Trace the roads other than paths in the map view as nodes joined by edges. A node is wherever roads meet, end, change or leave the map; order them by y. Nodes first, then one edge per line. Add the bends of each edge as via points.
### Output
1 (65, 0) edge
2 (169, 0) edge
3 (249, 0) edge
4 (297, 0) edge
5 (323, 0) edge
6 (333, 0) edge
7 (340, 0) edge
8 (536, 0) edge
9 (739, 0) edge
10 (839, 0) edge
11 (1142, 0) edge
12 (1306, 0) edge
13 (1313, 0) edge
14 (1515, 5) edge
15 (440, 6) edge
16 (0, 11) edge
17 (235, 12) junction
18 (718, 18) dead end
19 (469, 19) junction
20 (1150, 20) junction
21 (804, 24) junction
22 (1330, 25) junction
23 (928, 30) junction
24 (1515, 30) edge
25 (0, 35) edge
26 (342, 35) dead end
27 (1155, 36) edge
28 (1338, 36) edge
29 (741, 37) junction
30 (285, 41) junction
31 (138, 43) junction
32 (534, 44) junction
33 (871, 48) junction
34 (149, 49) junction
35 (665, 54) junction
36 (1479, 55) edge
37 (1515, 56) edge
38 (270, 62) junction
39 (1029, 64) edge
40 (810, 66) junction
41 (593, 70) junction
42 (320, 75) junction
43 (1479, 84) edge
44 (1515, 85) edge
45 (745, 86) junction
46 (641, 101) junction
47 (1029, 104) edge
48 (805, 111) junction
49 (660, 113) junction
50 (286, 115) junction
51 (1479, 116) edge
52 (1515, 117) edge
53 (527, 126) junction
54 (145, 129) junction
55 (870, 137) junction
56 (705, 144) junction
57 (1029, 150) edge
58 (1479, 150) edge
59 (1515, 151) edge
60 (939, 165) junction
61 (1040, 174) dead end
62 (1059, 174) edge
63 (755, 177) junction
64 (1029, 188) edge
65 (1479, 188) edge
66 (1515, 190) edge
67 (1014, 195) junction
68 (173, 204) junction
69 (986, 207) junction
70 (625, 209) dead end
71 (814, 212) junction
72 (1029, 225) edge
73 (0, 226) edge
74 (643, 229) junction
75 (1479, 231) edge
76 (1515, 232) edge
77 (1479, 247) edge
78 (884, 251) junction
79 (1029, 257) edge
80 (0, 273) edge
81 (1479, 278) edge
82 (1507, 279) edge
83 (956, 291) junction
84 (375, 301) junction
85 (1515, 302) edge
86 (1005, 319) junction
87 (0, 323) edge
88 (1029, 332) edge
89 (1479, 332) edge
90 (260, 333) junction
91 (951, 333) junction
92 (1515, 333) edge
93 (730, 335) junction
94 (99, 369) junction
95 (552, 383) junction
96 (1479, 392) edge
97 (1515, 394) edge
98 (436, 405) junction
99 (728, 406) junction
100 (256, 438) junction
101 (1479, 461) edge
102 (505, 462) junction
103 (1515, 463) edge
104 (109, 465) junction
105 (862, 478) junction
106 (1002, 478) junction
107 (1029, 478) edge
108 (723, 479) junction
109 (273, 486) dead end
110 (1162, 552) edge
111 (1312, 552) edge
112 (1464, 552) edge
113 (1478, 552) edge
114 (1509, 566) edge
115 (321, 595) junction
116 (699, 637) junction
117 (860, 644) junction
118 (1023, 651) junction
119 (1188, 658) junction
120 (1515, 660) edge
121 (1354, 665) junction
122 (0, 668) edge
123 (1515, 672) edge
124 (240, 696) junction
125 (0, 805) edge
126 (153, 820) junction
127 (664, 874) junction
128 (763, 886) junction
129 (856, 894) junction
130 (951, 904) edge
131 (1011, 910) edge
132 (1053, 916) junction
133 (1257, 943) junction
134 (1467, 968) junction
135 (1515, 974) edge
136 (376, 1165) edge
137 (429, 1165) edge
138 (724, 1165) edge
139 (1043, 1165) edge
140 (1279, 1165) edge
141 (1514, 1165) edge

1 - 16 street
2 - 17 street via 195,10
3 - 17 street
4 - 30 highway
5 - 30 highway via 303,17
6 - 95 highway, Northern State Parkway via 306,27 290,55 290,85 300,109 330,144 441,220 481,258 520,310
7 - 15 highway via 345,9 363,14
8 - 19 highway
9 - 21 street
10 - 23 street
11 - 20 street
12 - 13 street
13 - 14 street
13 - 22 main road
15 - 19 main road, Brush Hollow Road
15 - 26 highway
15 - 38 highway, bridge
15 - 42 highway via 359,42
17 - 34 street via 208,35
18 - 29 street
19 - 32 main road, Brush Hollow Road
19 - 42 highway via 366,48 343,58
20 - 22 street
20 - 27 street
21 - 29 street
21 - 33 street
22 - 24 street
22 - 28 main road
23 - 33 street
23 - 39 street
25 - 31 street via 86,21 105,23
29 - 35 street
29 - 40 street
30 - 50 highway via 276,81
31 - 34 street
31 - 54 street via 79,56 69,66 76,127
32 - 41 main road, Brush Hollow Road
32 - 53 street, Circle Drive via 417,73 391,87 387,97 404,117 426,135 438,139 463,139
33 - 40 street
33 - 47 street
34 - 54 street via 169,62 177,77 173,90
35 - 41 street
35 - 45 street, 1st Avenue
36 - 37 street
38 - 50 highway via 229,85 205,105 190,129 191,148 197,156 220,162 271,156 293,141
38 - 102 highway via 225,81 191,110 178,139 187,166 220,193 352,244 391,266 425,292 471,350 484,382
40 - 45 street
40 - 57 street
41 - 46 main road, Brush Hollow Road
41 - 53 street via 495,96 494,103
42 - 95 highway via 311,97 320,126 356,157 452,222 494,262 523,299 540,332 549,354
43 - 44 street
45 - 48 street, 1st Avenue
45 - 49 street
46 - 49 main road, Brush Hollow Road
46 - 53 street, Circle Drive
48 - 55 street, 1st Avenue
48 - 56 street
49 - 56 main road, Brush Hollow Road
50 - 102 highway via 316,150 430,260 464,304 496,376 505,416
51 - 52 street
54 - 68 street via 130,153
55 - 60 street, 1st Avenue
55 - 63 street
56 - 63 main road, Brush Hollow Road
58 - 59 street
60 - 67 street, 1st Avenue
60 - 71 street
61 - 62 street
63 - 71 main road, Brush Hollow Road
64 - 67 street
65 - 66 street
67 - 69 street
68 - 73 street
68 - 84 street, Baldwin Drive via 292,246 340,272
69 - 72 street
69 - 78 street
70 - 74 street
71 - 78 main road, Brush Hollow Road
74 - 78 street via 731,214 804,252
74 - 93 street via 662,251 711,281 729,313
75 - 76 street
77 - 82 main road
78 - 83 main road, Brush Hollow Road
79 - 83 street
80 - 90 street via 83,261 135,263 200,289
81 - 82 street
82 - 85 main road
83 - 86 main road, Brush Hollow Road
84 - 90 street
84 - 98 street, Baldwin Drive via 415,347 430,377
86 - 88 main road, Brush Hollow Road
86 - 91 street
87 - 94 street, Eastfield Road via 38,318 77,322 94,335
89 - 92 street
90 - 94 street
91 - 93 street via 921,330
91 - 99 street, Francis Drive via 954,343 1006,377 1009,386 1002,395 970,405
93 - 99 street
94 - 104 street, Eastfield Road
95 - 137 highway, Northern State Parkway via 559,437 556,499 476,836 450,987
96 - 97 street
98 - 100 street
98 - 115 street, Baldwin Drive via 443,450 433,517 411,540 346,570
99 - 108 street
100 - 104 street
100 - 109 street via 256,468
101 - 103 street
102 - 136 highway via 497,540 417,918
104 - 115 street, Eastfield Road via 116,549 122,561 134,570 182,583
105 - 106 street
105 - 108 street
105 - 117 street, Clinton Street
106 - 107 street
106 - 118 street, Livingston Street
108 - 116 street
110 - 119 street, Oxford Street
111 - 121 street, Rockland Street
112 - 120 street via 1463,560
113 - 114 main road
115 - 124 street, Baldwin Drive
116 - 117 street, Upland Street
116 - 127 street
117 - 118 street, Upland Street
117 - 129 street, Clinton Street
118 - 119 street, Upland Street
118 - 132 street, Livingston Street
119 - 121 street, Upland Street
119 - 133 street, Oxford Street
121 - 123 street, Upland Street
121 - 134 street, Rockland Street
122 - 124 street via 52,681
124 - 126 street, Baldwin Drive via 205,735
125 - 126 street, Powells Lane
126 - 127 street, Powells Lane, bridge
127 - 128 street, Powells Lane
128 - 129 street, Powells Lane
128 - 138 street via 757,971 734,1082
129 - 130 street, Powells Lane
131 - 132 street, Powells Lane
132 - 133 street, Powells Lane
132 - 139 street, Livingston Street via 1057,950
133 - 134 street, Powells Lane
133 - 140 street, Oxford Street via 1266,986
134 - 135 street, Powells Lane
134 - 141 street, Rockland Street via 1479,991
+--
## Task item
Count the lines of the entries above that contain the word "State" and give only the number.

## Task result
2